Bugünlerde televizyonda yayımlanan psikolojisi bozuk insanlarla ilgili dizilere rağbet malum… Genel bir beğeniyle birlikte eleştiriler de yükselmekte doğal olarak.

Özellikle Gülseren Budayıcıoğlu’nun yazdığı kitaplardan uyarlanan diziler, konuları gerçek hayat hikayelerinden alıntı olmaları nedeniyle, hastaların özel hayatlarını deşifre etmekle ve suçlanıyor.

Budayıcıoğlu’nun kitaplarını da okudum, dizilerini de severek seyrediyorum. Dizilerdeki hikâyeler kitaplarındakilerden çok farklı. Ayrıca yazılan hikâyeler gerçek yaşamdan alıntı olsa da Gülseren Hanım gibi profesyonel ve hasta mahremiyetinin ne kadar önemli olduğunu bilen birinin bu kitapları yazmadan önce bunun bir çaresine baktığını, hikâyeleri de değiştirerek yazdığını düşünüyorum.

Sanırım insanların takıldığı nokta dizilerin fragmanlarında söylenen ‘‘Gerçek bir hayat hikâyesi’’ cümlesi.

Bazıları bu dizilerin sinirlerini bozduğunu, psikolojilerini etkilediğini söylüyor...

Yani, ne demeli bilmem ki? Seyretmeyin kardeşim! Mecbur musunuz?

Ne yani, dizilerin hikâyelerine de mi karışılsın? Yeterince sansür yok mu? Ne seyretmemiz gerektiğine yeterince karışılmıyor mu zaten?

Müge Anlı’nın programlarını seyredin. Canlı canlı gerçek hikayeler. Onlar psikolojinizi bozmuyorsa bunlar ne ki?

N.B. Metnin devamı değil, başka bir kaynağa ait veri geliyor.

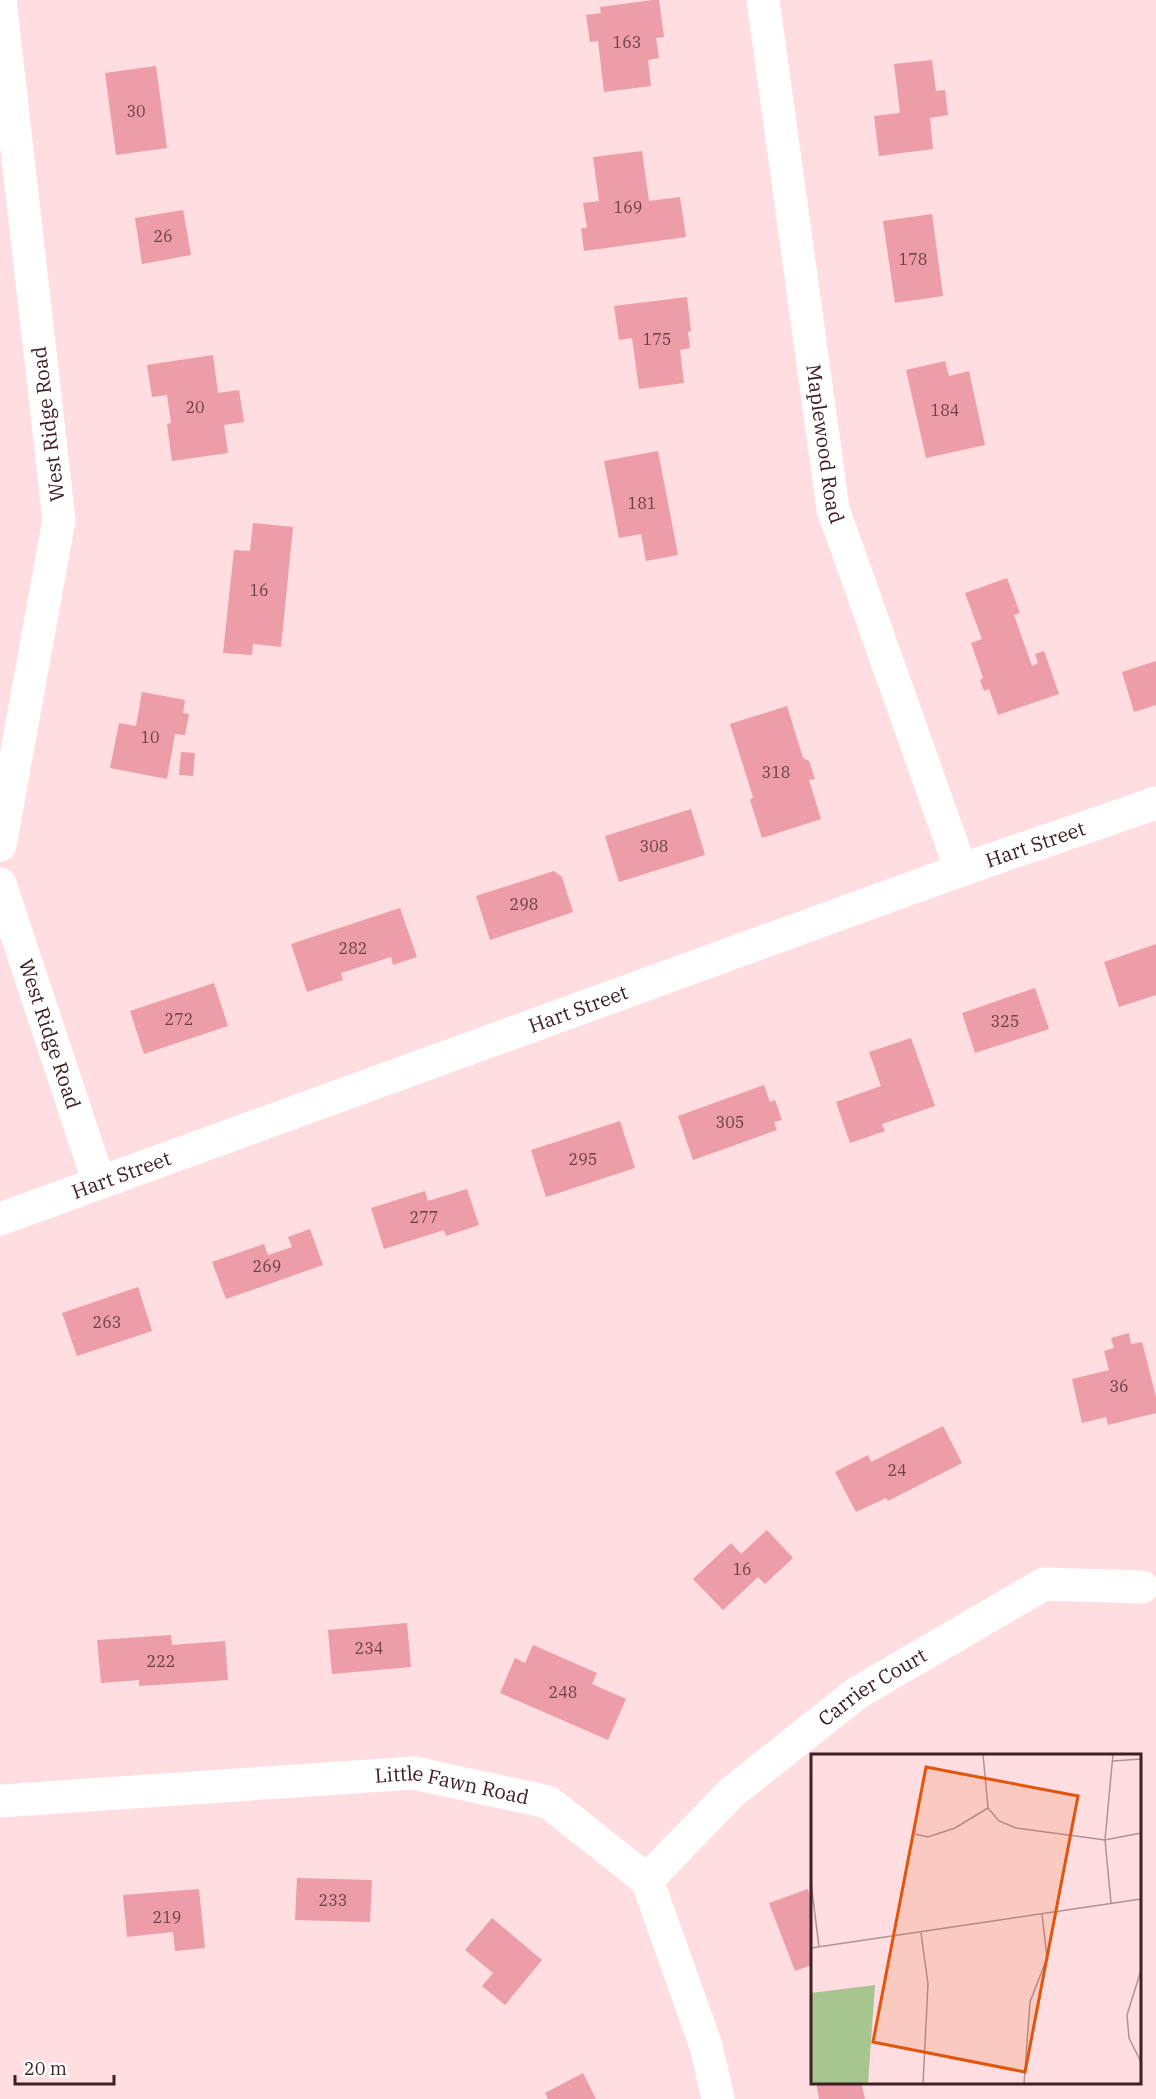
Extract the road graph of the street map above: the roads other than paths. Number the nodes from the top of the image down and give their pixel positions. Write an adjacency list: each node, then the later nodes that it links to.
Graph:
1 (0, 0): 4 (street, West Ridge Road)
2 (763, 0): 5 (street, Maplewood Road)
3 (1156, 803): 5 (street, Hart Street)
4 (0, 845)
5 (961, 870): 7 (street, Hart Street)
6 (0, 884): 7 (street, West Ridge Road)
7 (99, 1183): 8 (street, Hart Street)
8 (0, 1219)
9 (1142, 1587): 11 (street, Carrier Court)
10 (0, 1801): 11 (street, Little Fawn Road)
11 (647, 1880): 12 (street)
12 (718, 2099)

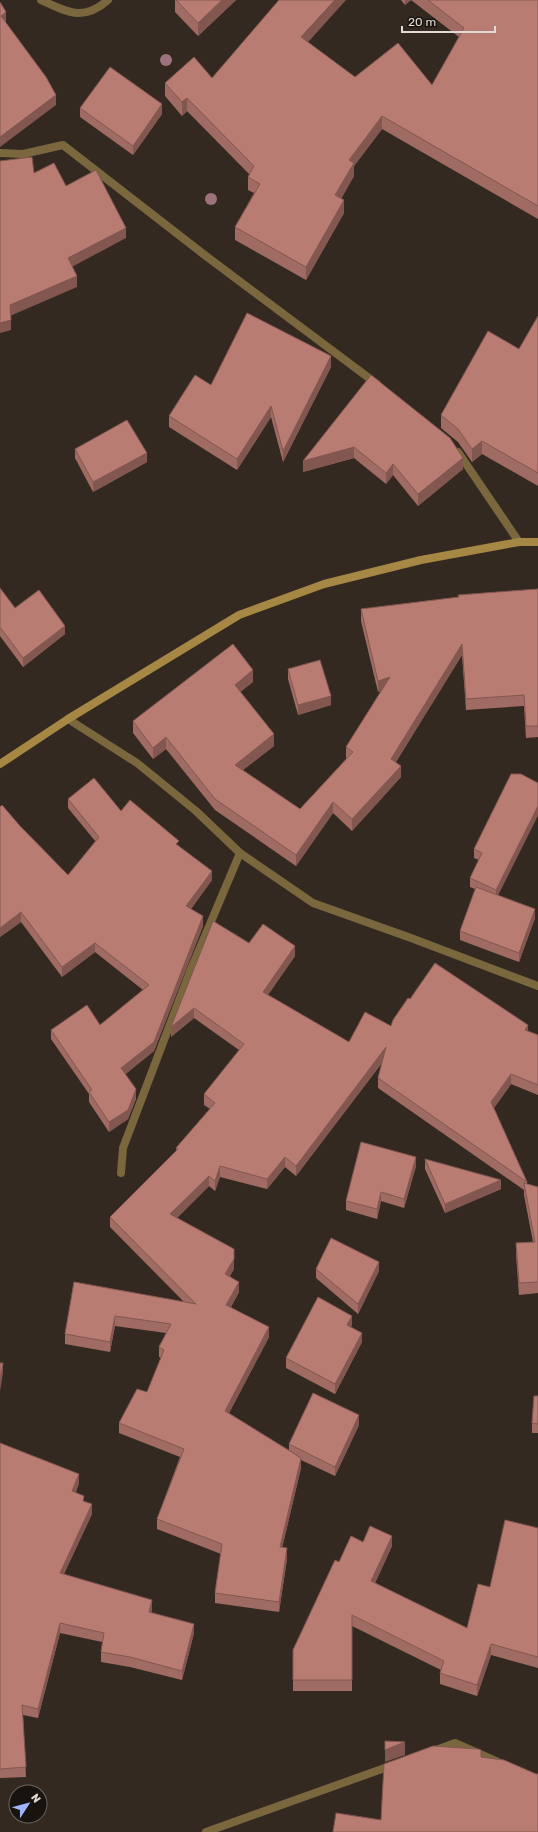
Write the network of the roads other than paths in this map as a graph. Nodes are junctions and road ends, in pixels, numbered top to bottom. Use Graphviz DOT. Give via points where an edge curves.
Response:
graph roads {
  1 [pos="41,0"];
  2 [pos="108,0"];
  3 [pos="0,153"];
  4 [pos="385,391"];
  5 [pos="454,445"];
  6 [pos="519,542"];
  7 [pos="538,542"];
  8 [pos="68,719"];
  9 [pos="0,764"];
  10 [pos="240,853"];
  11 [pos="538,986"];
  12 [pos="121,1173"];
  13 [pos="426,1754"];
  14 [pos="404,1762"];
  15 [pos="504,1765"];
  16 [pos="206,1832"];
  1 -- 2 [label="street" via="72,14 97,10"];
  3 -- 4 [label="street" via="23,154 63,145"];
  5 -- 6 [label="street"];
  6 -- 7 [label="main road"];
  6 -- 8 [label="main road" via="421,560 324,584 239,615"];
  8 -- 9 [label="main road"];
  8 -- 10 [label="street" via="137,763 196,810"];
  10 -- 11 [label="street" via="313,903"];
  10 -- 12 [label="street" via="191,969 122,1148"];
  13 -- 15 [label="street" via="455,1743"];
  14 -- 16 [label="street"];
}
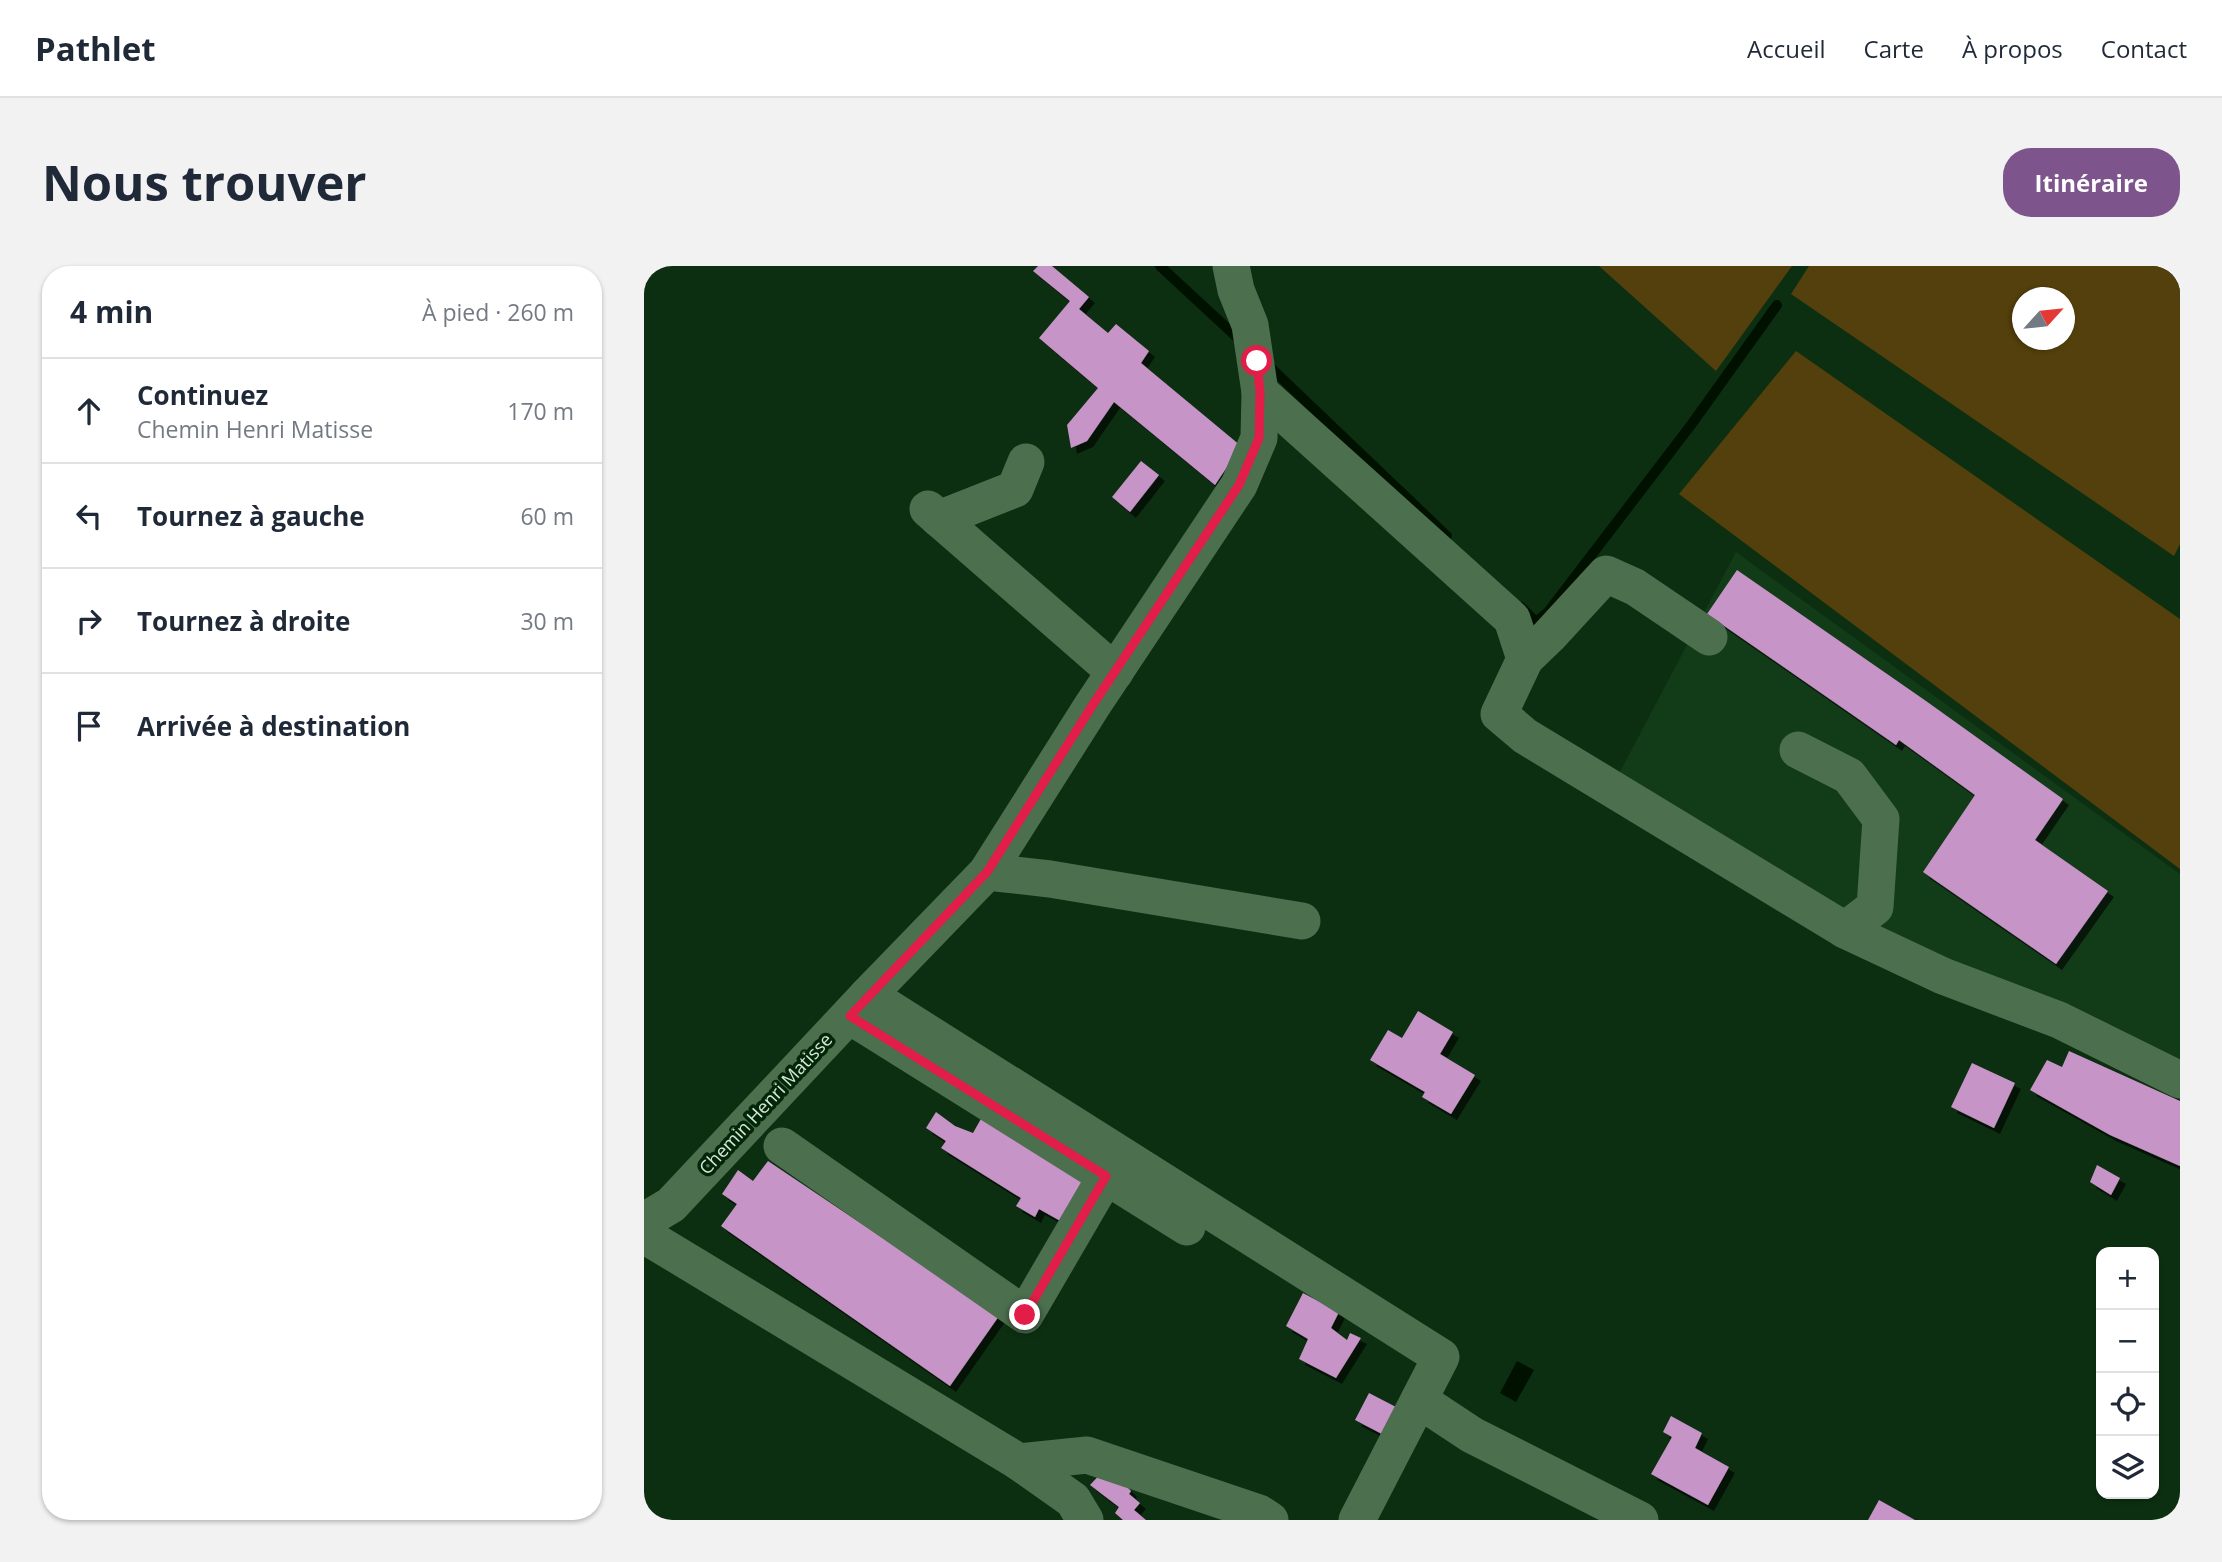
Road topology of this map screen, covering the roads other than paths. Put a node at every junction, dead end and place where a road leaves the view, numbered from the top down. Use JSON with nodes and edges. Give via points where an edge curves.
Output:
{"nodes":[{"id":1,"x":1231,"y":266,"type":"edge"},
{"id":2,"x":1260,"y":392,"type":"junction"},
{"id":3,"x":1026,"y":462,"type":"dead end"},
{"id":4,"x":1709,"y":637,"type":"dead end"},
{"id":5,"x":1524,"y":659,"type":"junction"},
{"id":6,"x":1115,"y":672,"type":"junction"},
{"id":7,"x":1798,"y":750,"type":"dead end"},
{"id":8,"x":987,"y":872,"type":"junction"},
{"id":9,"x":1302,"y":921,"type":"dead end"},
{"id":10,"x":1845,"y":930,"type":"junction"},
{"id":11,"x":859,"y":1005,"type":"junction"},
{"id":12,"x":2180,"y":1080,"type":"edge"},
{"id":13,"x":782,"y":1146,"type":"dead end"},
{"id":14,"x":1106,"y":1176,"type":"junction"},
{"id":15,"x":644,"y":1221,"type":"edge"},
{"id":16,"x":644,"y":1234,"type":"edge"},
{"id":17,"x":1289,"y":1290,"type":"dead end"},
{"id":18,"x":1419,"y":1399,"type":"junction"},
{"id":19,"x":1019,"y":1462,"type":"junction"},
{"id":20,"x":1085,"y":1520,"type":"edge"},
{"id":21,"x":1270,"y":1520,"type":"edge"},
{"id":22,"x":1357,"y":1520,"type":"edge"},
{"id":23,"x":1640,"y":1520,"type":"edge"}],
"edges":[{"from":1,"to":2,"type":"street","name":"Chemin Henri Matisse","via":[[1250,326]]},
{"from":2,"to":5,"type":"street","via":[[1512,619]]},
{"from":2,"to":6,"type":"street","name":"Chemin Henri Matisse","via":[[1259,438],[1239,485]]},
{"from":3,"to":6,"type":"street","via":[[1015,489],[933,514]]},
{"from":4,"to":5,"type":"street","via":[[1635,587],[1606,574]]},
{"from":5,"to":10,"type":"street","via":[[1499,714],[1525,736]]},
{"from":6,"to":8,"type":"street","name":"Chemin Henri Matisse"},
{"from":7,"to":10,"type":"street","via":[[1849,776],[1881,819],[1875,907]]},
{"from":8,"to":9,"type":"street"},
{"from":8,"to":11,"type":"street","name":"Chemin Henri Matisse"},
{"from":10,"to":12,"type":"street","via":[[1943,976],[2059,1020]]},
{"from":11,"to":14,"type":"street"},
{"from":11,"to":15,"type":"street","name":"Chemin Henri Matisse","via":[[671,1205]]},
{"from":11,"to":18,"type":"street","via":[[1441,1357]]},
{"from":13,"to":14,"type":"street","via":[[1025,1315]]},
{"from":14,"to":17,"type":"street"},
{"from":16,"to":19,"type":"street"},
{"from":18,"to":22,"type":"street"},
{"from":18,"to":23,"type":"street","via":[[1472,1435]]},
{"from":19,"to":20,"type":"street","via":[[1073,1500]]},
{"from":19,"to":21,"type":"street","via":[[1087,1455]]}]}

Ayrıca bu hikayeler toplumun aynası.

Etrafımız benzer karakterlerle dolu değil mi? Sizin de etrafınızda temizlik hastası olduğunun farkında olmayan ama titizliğiyle övünen insanlar yok mu? Detay detay anlatırlar nereleri ne eziyetler çekerek temizlediklerini.

Hiç değilse bunun bir takıntı, bir hatalık olabileceğini göstermek bile bir farkındalık yaratmaktır.

İnsanlar kendilerine ayna tutan şeyleri pek sevmiyorlar anlaşılan.

Bir dizideki bekaret kontrolü sahnesine de epey tepki geldi. Sanki bekaret ülkemizin hali hazırda problemi değilmiş gibi… Sanki kızlık zarı uğruna kadınlar eziyet görüp, öldürülmüyormuş gibi…

En iyisi hep iyilerin sonunda kazandığı, fakirliğin övülüp, zenginliğin kötü karakterin bir parçasıymış gibi sunulduğu eski Türk filmlerini seyredelim, ya da yabancı filmleri. Film yabancı olunca nasılsa bizden değil deyip kimse ses çıkarmıyor.

Oysa sokak çocuklarının dramını anlatan Delikanlı Sadi’nin hikâyesinden ben çok etkilendim.

Bu sayede sokak çocuklarına daha bir empatiyle yaklaşıyorum artık. Sinek kovar gibi kovalamıyorum onları.

Ayrıca, seyredilen her şeyin bir misyonu bir mesajı olması da gerekmiyor. Yapılan diziler ders gibi hep olması gerekeni verse kimse izlemez zaten.